US 11,870,947 B2
Generating images using neural networks
Aaron Gerard Antonius van den Oord, London (GB); Nal Emmerich Kalchbrenner, London (GB); and Karen Simonyan, London (GB)
Assigned to DeepMind Technologies Limited, London (GB)
Filed by DeepMind Technologies Limited, London (GB)
Filed on Oct. 3, 2022, as Appl. No. 17/959,132.
Application 17/959,132 is a continuation of application No. 17/198,096, filed on Mar. 10, 2021, granted, now 11,462,034.
Application 17/198,096 is a continuation of application No. 16/537,423, filed on Aug. 9, 2019, granted, now 10,949,717, issued on Mar. 16, 2021.
Application 16/537,423 is a continuation of application No. 15/721,089, filed on Sep. 29, 2017, granted, now 10,402,700, issued on Sep. 3, 2019.
Application 15/721,089 is a continuation in part of application No. PCT/US2017/014990, filed on Jan. 25, 2017.
Claims priority of provisional application 62/402,914, filed on Sep. 30, 2016.
Claims priority of provisional application 62/286,915, filed on Jan. 25, 2016.
Prior Publication US 2023/0021497 A1, Jan. 26, 2023
This patent is subject to a terminal disclaimer.
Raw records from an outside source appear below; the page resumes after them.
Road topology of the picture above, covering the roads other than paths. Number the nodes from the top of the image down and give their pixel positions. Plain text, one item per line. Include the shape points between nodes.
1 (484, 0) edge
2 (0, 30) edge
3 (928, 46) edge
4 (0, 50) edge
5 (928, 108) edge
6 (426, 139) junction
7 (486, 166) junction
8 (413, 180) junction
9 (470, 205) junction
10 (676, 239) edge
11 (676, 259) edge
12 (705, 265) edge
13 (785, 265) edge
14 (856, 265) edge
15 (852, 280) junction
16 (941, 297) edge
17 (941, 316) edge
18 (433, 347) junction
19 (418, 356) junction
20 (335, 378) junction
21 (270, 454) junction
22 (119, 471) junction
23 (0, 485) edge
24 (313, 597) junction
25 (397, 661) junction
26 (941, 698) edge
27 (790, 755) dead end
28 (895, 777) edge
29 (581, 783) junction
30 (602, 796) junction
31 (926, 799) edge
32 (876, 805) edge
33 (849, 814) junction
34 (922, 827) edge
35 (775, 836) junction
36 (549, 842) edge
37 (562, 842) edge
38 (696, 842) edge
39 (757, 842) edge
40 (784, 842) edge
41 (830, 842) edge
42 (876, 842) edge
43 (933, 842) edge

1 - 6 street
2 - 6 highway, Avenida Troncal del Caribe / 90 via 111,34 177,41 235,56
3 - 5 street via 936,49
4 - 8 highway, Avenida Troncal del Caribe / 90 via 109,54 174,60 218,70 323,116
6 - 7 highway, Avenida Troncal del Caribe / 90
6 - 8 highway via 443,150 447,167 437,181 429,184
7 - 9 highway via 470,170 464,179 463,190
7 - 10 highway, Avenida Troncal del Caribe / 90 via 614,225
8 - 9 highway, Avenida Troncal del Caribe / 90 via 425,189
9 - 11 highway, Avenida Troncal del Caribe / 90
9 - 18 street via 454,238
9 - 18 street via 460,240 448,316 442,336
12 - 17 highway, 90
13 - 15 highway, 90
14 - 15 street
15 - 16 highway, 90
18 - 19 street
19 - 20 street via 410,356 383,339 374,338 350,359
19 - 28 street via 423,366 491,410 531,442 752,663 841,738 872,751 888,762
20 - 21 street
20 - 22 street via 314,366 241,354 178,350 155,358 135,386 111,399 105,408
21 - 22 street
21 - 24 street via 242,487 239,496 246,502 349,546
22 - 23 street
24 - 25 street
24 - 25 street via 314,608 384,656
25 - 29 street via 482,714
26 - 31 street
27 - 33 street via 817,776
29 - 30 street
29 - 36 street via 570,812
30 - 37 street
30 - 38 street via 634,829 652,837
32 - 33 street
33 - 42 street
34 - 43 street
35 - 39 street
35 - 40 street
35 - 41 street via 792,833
Int. Cl. H04N 19/50 (2014.01); H04N 19/52 (2014.01); H04N 19/56 (2014.01); G06N 3/04 (2023.01); G06N 3/08 (2023.01); G06F 18/21 (2023.01); G06V 10/56 (2022.01); G06V 30/19 (2022.01); G06N 3/084 (2023.01); G06F 18/2113 (2023.01); G06N 3/044 (2023.01); G06N 3/045 (2023.01); G06V 30/194 (2022.01); H04N 19/186 (2014.01); H04N 19/172 (2014.01); H04N 19/182 (2014.01)
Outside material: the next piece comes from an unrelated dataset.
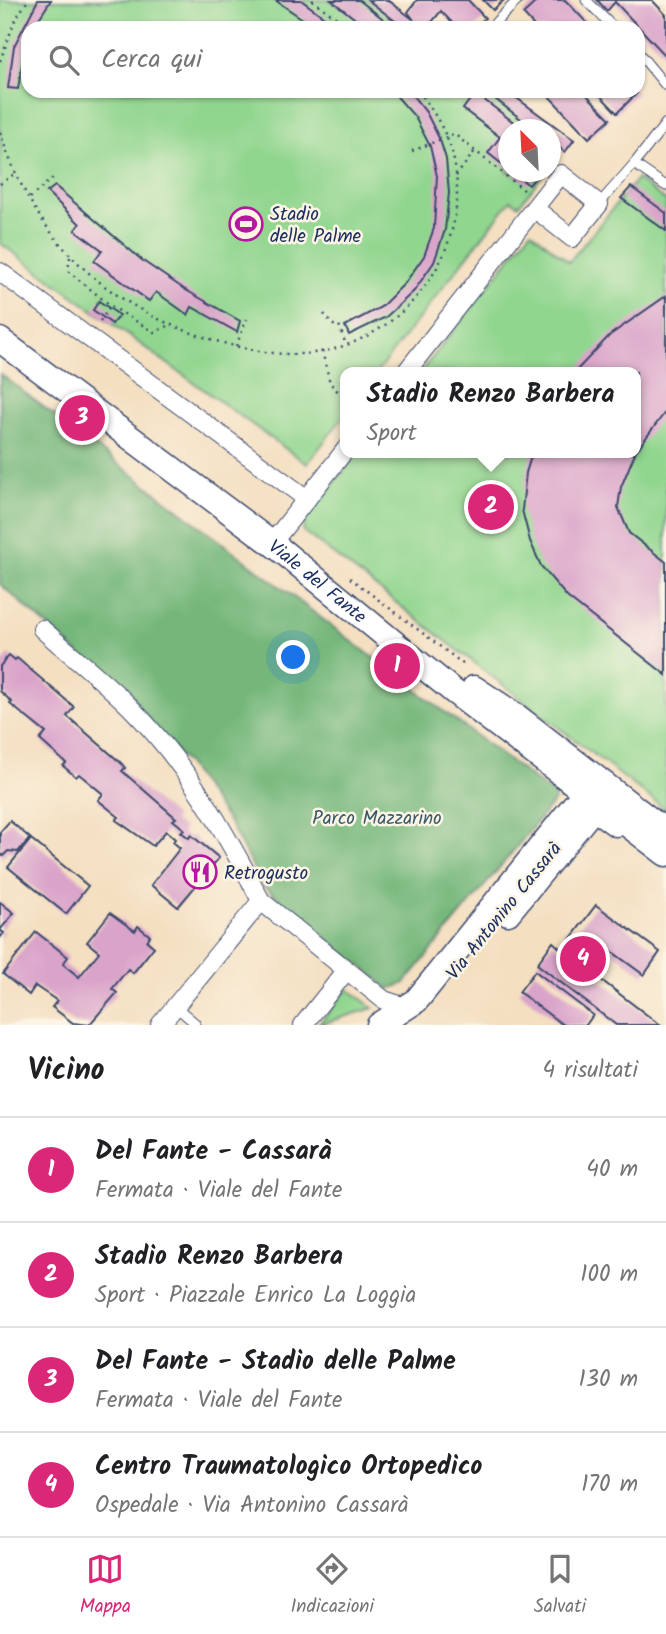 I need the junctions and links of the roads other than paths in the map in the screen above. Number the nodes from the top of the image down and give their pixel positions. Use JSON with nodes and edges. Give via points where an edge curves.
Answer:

CPC H04N 19/50 (2014.11) [G06F 18/2113 (2023.01); G06N 3/04 (2013.01); G06N 3/044 (2023.01); G06N 3/045 (2023.01); G06N 3/08 (2013.01); G06N 3/084 (2013.01); G06V 10/56 (2022.01); G06V 30/194 (2022.01); H04N 19/52 (2014.11); H04N 19/172 (2014.11); H04N 19/182 (2014.11); H04N 19/186 (2014.11)] 20 Claims
OG exemplary drawing
 
1. A computer-implemented method of generating an output image comprising a plurality of pixels arranged in a two-dimensional map, each pixel having a respective value for each of one or more channels, and wherein the method comprises:
receiving a neural network input by a neural network system;
processing the neural network input using one or more initial neural network layers of the neural network system to generate a respective portion of an alternative representation of the neural network input corresponding to each of the one or more channels for each pixel in the plurality of pixels included in the output image; and
for each of the one or more channels for each pixel in the plurality of pixels included in the output image:
processing the respective portion of the alternative representation using one or more output neural network layers to generate a respective score distribution over a discrete set of possible values for the channel, wherein the respective score distribution comprises a score for each of the possible values in the discrete set; and
selecting, using the respective score distribution and from the discrete set of possible values for the channel, the respective value for the channel.